6.5 897.309 Data Transmission Codes
97.309 (1) through (4) list authorized data transmission codes, all of which are obsolete in current
computer usage. ASCII has been replaced by UNICODE, and the 5-level Baudot code is an antique
with little remaining use outside of Amateur Radio.
All of the stated codes are textual, and are thus inapplicable to non-textual data such as the binary
representation of numeric data, images, and digital voice encoding.
6.5.1 Recommendation
Strike the current rule, and replace it with this one:
Radio Amateurs are authorized to use any data transmission code that is documented in a
disclosure that is readily available to the general public. The disclosure must be sufficient for a
knowledgeable person to construct a computer program to encode and decode the digital code.
7. Offloading Routine Amateur Administration Onto
Amateur Organizations
FCC has already offloaded all Amateur license testing except for enforcement-related re-examinations
onto the National Conference of Volunteer Examiner Coordinators (NCVEC). The process of
offloading routine Amateur administration onto Amateur organizations should continue.
FCC presently operates the Amateur license database as part of the Universal Licensing System, and
runs the license renewal process. Operating the license database hinders administrative flexibility for
FCC, because a rule change that requires a change in the database fields must be let out as an
engineering contract, with all of the administrative complication of government contracting for
services. Contrast this to the practice of organizations and technology companies that operate their own
databases, keep programmers on staff, and can routinely make a database field change in half an hour,
including backups and testing.
FCC has been transitioning to all-online license management, rather than the use of printed licenses.
Despite their online availability, FCC but still mails out paper licenses or paper “official copies” of
online licenses today, at the taxpayers expense.
Amateur administration necessarily involves data entry.
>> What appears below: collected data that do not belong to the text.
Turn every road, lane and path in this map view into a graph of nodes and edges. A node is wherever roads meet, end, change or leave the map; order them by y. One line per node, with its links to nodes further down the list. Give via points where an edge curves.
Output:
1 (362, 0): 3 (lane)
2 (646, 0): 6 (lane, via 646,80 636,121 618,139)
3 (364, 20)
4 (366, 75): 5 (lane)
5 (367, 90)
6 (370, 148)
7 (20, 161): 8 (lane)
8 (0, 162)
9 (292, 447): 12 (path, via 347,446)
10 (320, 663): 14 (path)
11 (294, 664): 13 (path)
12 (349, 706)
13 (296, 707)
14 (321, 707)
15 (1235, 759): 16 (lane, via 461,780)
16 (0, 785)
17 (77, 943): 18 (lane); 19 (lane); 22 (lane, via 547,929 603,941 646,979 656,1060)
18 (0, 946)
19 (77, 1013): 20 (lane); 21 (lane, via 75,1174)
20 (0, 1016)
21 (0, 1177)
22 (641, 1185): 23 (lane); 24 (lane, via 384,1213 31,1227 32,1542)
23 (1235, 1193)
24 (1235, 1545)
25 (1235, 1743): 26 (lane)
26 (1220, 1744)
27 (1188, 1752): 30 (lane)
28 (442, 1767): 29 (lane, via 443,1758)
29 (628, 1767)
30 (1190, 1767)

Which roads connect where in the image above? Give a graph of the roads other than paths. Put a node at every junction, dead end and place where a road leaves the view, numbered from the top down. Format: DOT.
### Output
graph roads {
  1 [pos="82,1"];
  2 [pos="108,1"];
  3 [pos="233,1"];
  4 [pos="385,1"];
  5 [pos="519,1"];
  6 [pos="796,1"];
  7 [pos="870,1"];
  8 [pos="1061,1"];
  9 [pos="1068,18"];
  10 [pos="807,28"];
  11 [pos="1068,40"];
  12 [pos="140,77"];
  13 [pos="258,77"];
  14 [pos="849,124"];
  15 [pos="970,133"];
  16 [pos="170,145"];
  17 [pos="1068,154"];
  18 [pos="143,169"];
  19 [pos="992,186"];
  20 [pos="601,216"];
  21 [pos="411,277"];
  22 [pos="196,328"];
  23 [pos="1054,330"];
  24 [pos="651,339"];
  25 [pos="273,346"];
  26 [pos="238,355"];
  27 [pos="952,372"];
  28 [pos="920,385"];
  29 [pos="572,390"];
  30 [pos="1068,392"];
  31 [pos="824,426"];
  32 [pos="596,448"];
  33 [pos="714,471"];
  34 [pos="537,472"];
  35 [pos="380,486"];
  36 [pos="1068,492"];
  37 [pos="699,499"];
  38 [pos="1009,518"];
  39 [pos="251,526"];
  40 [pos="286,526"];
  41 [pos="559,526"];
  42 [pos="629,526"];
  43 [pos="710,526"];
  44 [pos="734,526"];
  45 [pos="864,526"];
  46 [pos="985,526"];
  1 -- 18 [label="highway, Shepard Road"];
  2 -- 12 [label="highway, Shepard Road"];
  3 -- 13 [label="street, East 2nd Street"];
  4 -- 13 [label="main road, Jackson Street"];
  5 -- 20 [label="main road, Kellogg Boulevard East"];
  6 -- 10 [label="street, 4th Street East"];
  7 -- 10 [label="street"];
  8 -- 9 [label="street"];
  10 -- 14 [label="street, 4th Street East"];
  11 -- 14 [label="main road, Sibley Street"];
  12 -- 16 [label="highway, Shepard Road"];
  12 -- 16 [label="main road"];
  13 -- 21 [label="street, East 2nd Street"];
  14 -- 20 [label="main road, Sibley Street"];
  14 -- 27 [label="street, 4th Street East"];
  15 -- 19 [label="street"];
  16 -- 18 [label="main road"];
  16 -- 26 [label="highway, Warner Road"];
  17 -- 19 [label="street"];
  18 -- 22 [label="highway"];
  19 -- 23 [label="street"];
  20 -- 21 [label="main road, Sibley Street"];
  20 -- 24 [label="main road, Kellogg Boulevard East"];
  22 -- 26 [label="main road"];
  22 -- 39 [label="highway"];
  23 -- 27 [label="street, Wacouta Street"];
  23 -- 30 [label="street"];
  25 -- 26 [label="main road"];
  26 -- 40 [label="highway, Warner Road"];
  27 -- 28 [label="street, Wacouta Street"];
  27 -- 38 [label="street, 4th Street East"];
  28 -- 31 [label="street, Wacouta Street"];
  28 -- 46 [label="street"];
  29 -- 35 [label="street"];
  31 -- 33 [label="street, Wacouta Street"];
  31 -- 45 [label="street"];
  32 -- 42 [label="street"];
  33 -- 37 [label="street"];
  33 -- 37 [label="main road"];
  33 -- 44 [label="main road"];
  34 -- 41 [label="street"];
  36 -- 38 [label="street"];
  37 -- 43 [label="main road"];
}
NCVEC has already taken on the task of data
entry for new licensees, but not for other administrative tasks.
As is the practice with many nations, FCC should offload the license database and the license renewal
process to an Amateur organization. An extension of NCVEC would be appropriate for this task. Such
an organization could collect the fees for Amateur licenses (under my proposal, above, for Amateur
license fees to pay for Amateur enforcement), passing them on to FCC to use for enforcement.
ARRL presently operates the Logbook of the World (LOTW).’ This is a database of Amateurs
worldwide and the log of their contacts. LOTW contains its own cryptographic certificate authority
which issues a certificate to each authenticated Radio Amateur and thus facilitates digitally-
authenticated internet data communications by Radio Amateurs. LOTW maintains a continuously
updated database of Amateur radio contacts (the actual Logbook) with many millions of entries.
Operating LOTW is a larger technical task than operating the Amateur licensing database and its grant
and renewal process would be. It is not necessary for FCC to perform routine administration of
Amateur licensing with its own staff in order to administer the Amateur Service. Amateurs would be
better served if this process was offloaded to Amateur organizations, and if FCC focused resources on
Amateur enforcement.
8. In Closing
Many aspects of the Amateur Radio rules are outdated an in sore need of modernization. Please
consider the initiation of rule-makings to address the issues I’ve brought up. A general rule-making for
modernization of all of Part 97 might be an appropriate way to address these issues.